I'm currently putting about $3k/year into RRSP's. *Mine and a spousal account so I can income split in retirement phase #2. *I've got about $7K in unused contributions I can top up. *I plan to contribute until I'm 45 then stop. *I've got a fully funded company penstion that give me a defined benifit. *If I leave early I get a lump sum payment which I can transfer to the RRSP. *A conservative estimate would mean I can expect at least an additional $25K.
Originally Posted by Zipper
OAS at 65 will give you roughly $6000 in 2006 dollars.
In order to build up a big nestegg it is very important to max your RRSP's each and every year. *Put the refund and any extras on the mortgage. These early contributions will compound nicely.
Unfortunately you will be sacrificing the sweet years between 45 and 55 when compounding really takes off.......
Kids are very expensive so make sure you double factor their cost. Move to a bigger, better, and last house when you are around 40.
My advice would be work 25 years. That would make you 52.
Your RRSP's will continue to compound, the kids will be gone, hopefully, the bigger house will be paid off, and you will be eligible for full CPP at 60 minus the early retirement penalty.
In addition, if you paid into any DB pension plan you can commute and start drawing at 55.
That's pretty well the way I did it. I worked 33 years and left at 54. I'm now 62.
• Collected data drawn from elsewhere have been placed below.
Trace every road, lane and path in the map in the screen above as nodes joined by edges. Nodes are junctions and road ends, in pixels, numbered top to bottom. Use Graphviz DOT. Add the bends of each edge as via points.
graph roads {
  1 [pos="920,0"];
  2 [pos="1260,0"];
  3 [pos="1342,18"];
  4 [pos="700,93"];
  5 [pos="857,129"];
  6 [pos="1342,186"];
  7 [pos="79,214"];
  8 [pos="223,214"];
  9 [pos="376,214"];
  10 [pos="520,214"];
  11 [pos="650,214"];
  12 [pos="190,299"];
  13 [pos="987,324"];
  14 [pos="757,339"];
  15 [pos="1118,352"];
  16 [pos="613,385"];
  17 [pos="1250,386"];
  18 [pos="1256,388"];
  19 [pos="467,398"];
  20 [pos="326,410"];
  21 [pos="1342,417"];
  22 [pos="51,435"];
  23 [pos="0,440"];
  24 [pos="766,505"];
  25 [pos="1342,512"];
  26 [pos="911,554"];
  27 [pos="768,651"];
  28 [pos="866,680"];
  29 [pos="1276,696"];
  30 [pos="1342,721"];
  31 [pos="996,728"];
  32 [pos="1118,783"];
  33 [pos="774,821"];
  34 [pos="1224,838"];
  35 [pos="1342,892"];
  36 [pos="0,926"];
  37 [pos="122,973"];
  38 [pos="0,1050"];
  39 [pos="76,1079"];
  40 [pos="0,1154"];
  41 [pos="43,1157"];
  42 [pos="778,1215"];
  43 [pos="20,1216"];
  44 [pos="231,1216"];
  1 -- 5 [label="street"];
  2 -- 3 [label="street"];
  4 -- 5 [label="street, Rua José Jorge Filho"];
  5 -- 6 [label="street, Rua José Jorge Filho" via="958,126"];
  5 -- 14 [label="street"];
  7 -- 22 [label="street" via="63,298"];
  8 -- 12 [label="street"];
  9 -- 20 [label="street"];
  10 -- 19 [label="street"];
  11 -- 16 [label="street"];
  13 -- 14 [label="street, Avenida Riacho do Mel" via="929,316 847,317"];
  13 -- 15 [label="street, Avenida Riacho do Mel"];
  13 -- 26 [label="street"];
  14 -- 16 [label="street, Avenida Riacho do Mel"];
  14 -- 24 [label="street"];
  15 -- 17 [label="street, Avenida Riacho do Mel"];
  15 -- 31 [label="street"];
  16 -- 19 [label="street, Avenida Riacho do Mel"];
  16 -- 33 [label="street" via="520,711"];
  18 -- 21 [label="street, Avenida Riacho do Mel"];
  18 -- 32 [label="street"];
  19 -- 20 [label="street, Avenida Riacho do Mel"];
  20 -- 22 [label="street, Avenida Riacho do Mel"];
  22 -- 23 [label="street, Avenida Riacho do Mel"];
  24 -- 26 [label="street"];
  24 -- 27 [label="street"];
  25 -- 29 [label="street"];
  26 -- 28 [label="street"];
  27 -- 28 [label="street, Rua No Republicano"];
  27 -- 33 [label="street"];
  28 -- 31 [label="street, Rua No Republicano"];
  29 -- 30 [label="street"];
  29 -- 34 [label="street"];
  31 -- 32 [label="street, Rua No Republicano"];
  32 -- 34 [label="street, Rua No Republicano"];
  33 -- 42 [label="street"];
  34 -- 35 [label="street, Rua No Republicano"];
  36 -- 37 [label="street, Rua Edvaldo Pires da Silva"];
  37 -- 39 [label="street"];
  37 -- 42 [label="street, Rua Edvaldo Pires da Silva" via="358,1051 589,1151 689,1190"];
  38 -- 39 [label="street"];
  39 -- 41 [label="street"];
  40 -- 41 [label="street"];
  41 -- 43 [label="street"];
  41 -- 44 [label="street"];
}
Mrs. Zipper is 6 years younger and took 5 years off to look after our 2 boys. She plans to work until 60 and then begin CPP.
You won't need to worry about Health costs in Canada. You may need supplemental drug benefits until you hit 65.
Zipper thanks for giving me a few things to think about. *I should point out the RRSP are going to be strictly for the phase two retirement (65 plus). *So I'm still going to get that sweet compounding between 45 to 55, so if I stop putting anything additional it won't really matter since its mostly going to be compounding interest for that period. *I will still get some CPP income, but I'm taken that into consideration for my models to date. *
I'm lucky that my wife chose to start a daycare in the house instead of going back to work, so we have no daycare costs and she is really good at estimating the cost of the kids so far. *So bacially her business helps cover alot of the kid related costs. *Toys, kid movies, lunchs are all deducted off of taxes as business expense.
Phase 1 of the retirement is stictly going to come out of the investment account, so with our new lower income I'll only be about 5% to 10% tax. *Rather than the 15% tax if I put it in the RRSP and draw out later. *At least that's the plan I'm keeping the RRSP's as backup in case of major problems with the investment account money.
Thanks for all the ideas so far. *It's helping me round out some cost estimates and my plans.